Down to the last line, the material below should be reproduced exactly.

◆ **ENTRIES SHOWN**
________

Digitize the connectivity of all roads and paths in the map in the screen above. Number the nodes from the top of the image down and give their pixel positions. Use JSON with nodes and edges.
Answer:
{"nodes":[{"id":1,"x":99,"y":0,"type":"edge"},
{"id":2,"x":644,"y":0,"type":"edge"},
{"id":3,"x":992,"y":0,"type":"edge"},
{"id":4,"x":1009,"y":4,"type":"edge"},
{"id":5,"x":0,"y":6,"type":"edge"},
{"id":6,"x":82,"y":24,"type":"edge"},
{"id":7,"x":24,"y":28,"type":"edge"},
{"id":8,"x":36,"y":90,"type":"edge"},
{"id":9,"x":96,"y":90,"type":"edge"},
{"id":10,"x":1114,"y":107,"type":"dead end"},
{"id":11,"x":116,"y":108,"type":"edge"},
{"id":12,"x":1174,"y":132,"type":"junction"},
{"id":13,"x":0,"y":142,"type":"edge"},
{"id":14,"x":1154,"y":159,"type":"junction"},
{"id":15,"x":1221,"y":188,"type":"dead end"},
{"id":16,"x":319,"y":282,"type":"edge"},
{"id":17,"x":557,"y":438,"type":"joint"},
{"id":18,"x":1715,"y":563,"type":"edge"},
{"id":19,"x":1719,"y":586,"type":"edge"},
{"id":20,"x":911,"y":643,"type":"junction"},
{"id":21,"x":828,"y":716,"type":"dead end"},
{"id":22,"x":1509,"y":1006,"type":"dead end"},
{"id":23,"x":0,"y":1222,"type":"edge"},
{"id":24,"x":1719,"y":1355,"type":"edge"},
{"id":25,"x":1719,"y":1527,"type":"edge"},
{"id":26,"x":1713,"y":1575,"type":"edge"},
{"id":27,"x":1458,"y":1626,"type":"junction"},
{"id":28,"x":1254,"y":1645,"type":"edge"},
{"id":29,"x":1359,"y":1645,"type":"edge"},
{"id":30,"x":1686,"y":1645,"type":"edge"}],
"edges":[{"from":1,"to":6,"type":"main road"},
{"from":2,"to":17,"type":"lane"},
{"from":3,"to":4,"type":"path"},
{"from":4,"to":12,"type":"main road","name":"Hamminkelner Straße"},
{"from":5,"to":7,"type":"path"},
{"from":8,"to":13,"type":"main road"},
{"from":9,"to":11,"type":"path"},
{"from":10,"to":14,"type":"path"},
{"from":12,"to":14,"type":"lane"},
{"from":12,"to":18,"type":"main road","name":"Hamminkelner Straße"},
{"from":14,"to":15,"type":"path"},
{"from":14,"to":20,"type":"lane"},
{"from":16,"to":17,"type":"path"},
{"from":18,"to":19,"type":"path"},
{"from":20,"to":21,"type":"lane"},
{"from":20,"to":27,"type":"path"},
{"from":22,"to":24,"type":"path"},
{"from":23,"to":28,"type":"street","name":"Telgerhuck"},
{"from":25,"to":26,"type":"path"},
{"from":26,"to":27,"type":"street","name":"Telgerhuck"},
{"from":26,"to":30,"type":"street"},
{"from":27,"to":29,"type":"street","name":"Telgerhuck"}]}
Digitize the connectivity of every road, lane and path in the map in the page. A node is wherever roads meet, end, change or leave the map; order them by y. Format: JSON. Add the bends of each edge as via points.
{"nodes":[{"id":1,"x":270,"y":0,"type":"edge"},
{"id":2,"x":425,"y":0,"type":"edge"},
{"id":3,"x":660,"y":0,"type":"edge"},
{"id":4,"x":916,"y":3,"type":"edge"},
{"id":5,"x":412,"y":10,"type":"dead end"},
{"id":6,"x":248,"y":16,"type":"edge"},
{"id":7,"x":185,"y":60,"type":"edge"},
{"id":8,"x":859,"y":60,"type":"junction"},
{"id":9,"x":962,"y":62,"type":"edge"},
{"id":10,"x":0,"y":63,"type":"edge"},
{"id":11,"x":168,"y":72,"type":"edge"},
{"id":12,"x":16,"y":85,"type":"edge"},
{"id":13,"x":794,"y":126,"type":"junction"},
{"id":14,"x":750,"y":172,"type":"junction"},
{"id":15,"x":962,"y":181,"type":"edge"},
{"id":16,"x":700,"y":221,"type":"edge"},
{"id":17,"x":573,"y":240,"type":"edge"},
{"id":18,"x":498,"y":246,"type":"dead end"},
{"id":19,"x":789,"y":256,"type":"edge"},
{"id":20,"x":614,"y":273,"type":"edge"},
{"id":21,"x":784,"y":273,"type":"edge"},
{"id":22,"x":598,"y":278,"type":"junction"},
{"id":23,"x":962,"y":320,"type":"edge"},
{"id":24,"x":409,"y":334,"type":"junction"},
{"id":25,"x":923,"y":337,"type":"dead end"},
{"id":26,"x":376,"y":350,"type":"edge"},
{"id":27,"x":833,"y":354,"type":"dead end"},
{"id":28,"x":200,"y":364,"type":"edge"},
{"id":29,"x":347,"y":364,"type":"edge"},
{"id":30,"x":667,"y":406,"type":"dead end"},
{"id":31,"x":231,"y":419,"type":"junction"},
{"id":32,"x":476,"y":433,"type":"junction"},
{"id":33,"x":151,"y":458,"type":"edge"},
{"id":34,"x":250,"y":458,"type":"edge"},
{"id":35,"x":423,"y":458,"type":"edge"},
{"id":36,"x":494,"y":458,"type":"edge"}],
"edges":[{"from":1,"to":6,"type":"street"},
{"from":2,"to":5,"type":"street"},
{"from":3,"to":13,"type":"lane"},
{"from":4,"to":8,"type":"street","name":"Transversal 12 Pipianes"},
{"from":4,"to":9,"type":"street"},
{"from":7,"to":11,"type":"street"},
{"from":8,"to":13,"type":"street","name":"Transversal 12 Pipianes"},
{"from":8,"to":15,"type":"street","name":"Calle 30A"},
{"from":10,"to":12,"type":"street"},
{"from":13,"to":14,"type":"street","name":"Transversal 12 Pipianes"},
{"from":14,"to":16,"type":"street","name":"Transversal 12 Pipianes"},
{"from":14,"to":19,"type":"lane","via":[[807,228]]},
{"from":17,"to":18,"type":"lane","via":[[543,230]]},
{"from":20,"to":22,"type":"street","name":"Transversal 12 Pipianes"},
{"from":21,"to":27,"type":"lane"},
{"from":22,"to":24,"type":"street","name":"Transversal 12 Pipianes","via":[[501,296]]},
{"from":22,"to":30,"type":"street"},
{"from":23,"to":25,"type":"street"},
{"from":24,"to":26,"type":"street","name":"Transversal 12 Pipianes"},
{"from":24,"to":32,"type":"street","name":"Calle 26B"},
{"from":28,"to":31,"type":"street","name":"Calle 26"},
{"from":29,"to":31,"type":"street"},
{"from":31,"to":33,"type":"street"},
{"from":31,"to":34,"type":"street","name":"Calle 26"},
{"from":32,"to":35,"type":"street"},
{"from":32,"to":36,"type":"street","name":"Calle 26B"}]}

________

◆ **YOUR SOLUTION**
Digitize the connectivity of all roads and paths in the map in the screen above. Number the nodes from the top of the image down and give their pixel positions. Use JSON with nodes and edges.
Answer:
{"nodes":[{"id":1,"x":99,"y":0,"type":"edge"},
{"id":2,"x":644,"y":0,"type":"edge"},
{"id":3,"x":992,"y":0,"type":"edge"},
{"id":4,"x":1009,"y":4,"type":"edge"},
{"id":5,"x":0,"y":6,"type":"edge"},
{"id":6,"x":82,"y":24,"type":"edge"},
{"id":7,"x":24,"y":28,"type":"edge"},
{"id":8,"x":36,"y":90,"type":"edge"},
{"id":9,"x":96,"y":90,"type":"edge"},
{"id":10,"x":1114,"y":107,"type":"dead end"},
{"id":11,"x":116,"y":108,"type":"edge"},
{"id":12,"x":1174,"y":132,"type":"junction"},
{"id":13,"x":0,"y":142,"type":"edge"},
{"id":14,"x":1154,"y":159,"type":"junction"},
{"id":15,"x":1221,"y":188,"type":"dead end"},
{"id":16,"x":319,"y":282,"type":"edge"},
{"id":17,"x":557,"y":438,"type":"joint"},
{"id":18,"x":1715,"y":563,"type":"edge"},
{"id":19,"x":1719,"y":586,"type":"edge"},
{"id":20,"x":911,"y":643,"type":"junction"},
{"id":21,"x":828,"y":716,"type":"dead end"},
{"id":22,"x":1509,"y":1006,"type":"dead end"},
{"id":23,"x":0,"y":1222,"type":"edge"},
{"id":24,"x":1719,"y":1355,"type":"edge"},
{"id":25,"x":1719,"y":1527,"type":"edge"},
{"id":26,"x":1713,"y":1575,"type":"edge"},
{"id":27,"x":1458,"y":1626,"type":"junction"},
{"id":28,"x":1254,"y":1645,"type":"edge"},
{"id":29,"x":1359,"y":1645,"type":"edge"},
{"id":30,"x":1686,"y":1645,"type":"edge"}],
"edges":[{"from":1,"to":6,"type":"main road"},
{"from":2,"to":17,"type":"lane"},
{"from":3,"to":4,"type":"path"},
{"from":4,"to":12,"type":"main road","name":"Hamminkelner Straße"},
{"from":5,"to":7,"type":"path"},
{"from":8,"to":13,"type":"main road"},
{"from":9,"to":11,"type":"path"},
{"from":10,"to":14,"type":"path"},
{"from":12,"to":14,"type":"lane"},
{"from":12,"to":18,"type":"main road","name":"Hamminkelner Straße"},
{"from":14,"to":15,"type":"path"},
{"from":14,"to":20,"type":"lane"},
{"from":16,"to":17,"type":"path"},
{"from":18,"to":19,"type":"path"},
{"from":20,"to":21,"type":"lane"},
{"from":20,"to":27,"type":"path"},
{"from":22,"to":24,"type":"path"},
{"from":23,"to":28,"type":"street","name":"Telgerhuck"},
{"from":25,"to":26,"type":"path"},
{"from":26,"to":27,"type":"street","name":"Telgerhuck"},
{"from":26,"to":30,"type":"street"},
{"from":27,"to":29,"type":"street","name":"Telgerhuck"}]}
Digitize the connectivity of every road, lane and path in the map in the page. A node is wherever roads meet, end, change or leave the map; order them by y. Format: JSON. Add the bends of each edge as via points.
{"nodes":[{"id":1,"x":270,"y":0,"type":"edge"},
{"id":2,"x":425,"y":0,"type":"edge"},
{"id":3,"x":660,"y":0,"type":"edge"},
{"id":4,"x":916,"y":3,"type":"edge"},
{"id":5,"x":412,"y":10,"type":"dead end"},
{"id":6,"x":248,"y":16,"type":"edge"},
{"id":7,"x":185,"y":60,"type":"edge"},
{"id":8,"x":859,"y":60,"type":"junction"},
{"id":9,"x":962,"y":62,"type":"edge"},
{"id":10,"x":0,"y":63,"type":"edge"},
{"id":11,"x":168,"y":72,"type":"edge"},
{"id":12,"x":16,"y":85,"type":"edge"},
{"id":13,"x":794,"y":126,"type":"junction"},
{"id":14,"x":750,"y":172,"type":"junction"},
{"id":15,"x":962,"y":181,"type":"edge"},
{"id":16,"x":700,"y":221,"type":"edge"},
{"id":17,"x":573,"y":240,"type":"edge"},
{"id":18,"x":498,"y":246,"type":"dead end"},
{"id":19,"x":789,"y":256,"type":"edge"},
{"id":20,"x":614,"y":273,"type":"edge"},
{"id":21,"x":784,"y":273,"type":"edge"},
{"id":22,"x":598,"y":278,"type":"junction"},
{"id":23,"x":962,"y":320,"type":"edge"},
{"id":24,"x":409,"y":334,"type":"junction"},
{"id":25,"x":923,"y":337,"type":"dead end"},
{"id":26,"x":376,"y":350,"type":"edge"},
{"id":27,"x":833,"y":354,"type":"dead end"},
{"id":28,"x":200,"y":364,"type":"edge"},
{"id":29,"x":347,"y":364,"type":"edge"},
{"id":30,"x":667,"y":406,"type":"dead end"},
{"id":31,"x":231,"y":419,"type":"junction"},
{"id":32,"x":476,"y":433,"type":"junction"},
{"id":33,"x":151,"y":458,"type":"edge"},
{"id":34,"x":250,"y":458,"type":"edge"},
{"id":35,"x":423,"y":458,"type":"edge"},
{"id":36,"x":494,"y":458,"type":"edge"}],
"edges":[{"from":1,"to":6,"type":"street"},
{"from":2,"to":5,"type":"street"},
{"from":3,"to":13,"type":"lane"},
{"from":4,"to":8,"type":"street","name":"Transversal 12 Pipianes"},
{"from":4,"to":9,"type":"street"},
{"from":7,"to":11,"type":"street"},
{"from":8,"to":13,"type":"street","name":"Transversal 12 Pipianes"},
{"from":8,"to":15,"type":"street","name":"Calle 30A"},
{"from":10,"to":12,"type":"street"},
{"from":13,"to":14,"type":"street","name":"Transversal 12 Pipianes"},
{"from":14,"to":16,"type":"street","name":"Transversal 12 Pipianes"},
{"from":14,"to":19,"type":"lane","via":[[807,228]]},
{"from":17,"to":18,"type":"lane","via":[[543,230]]},
{"from":20,"to":22,"type":"street","name":"Transversal 12 Pipianes"},
{"from":21,"to":27,"type":"lane"},
{"from":22,"to":24,"type":"street","name":"Transversal 12 Pipianes","via":[[501,296]]},
{"from":22,"to":30,"type":"street"},
{"from":23,"to":25,"type":"street"},
{"from":24,"to":26,"type":"street","name":"Transversal 12 Pipianes"},
{"from":24,"to":32,"type":"street","name":"Calle 26B"},
{"from":28,"to":31,"type":"street","name":"Calle 26"},
{"from":29,"to":31,"type":"street"},
{"from":31,"to":33,"type":"street"},
{"from":31,"to":34,"type":"street","name":"Calle 26"},
{"from":32,"to":35,"type":"street"},
{"from":32,"to":36,"type":"street","name":"Calle 26B"}]}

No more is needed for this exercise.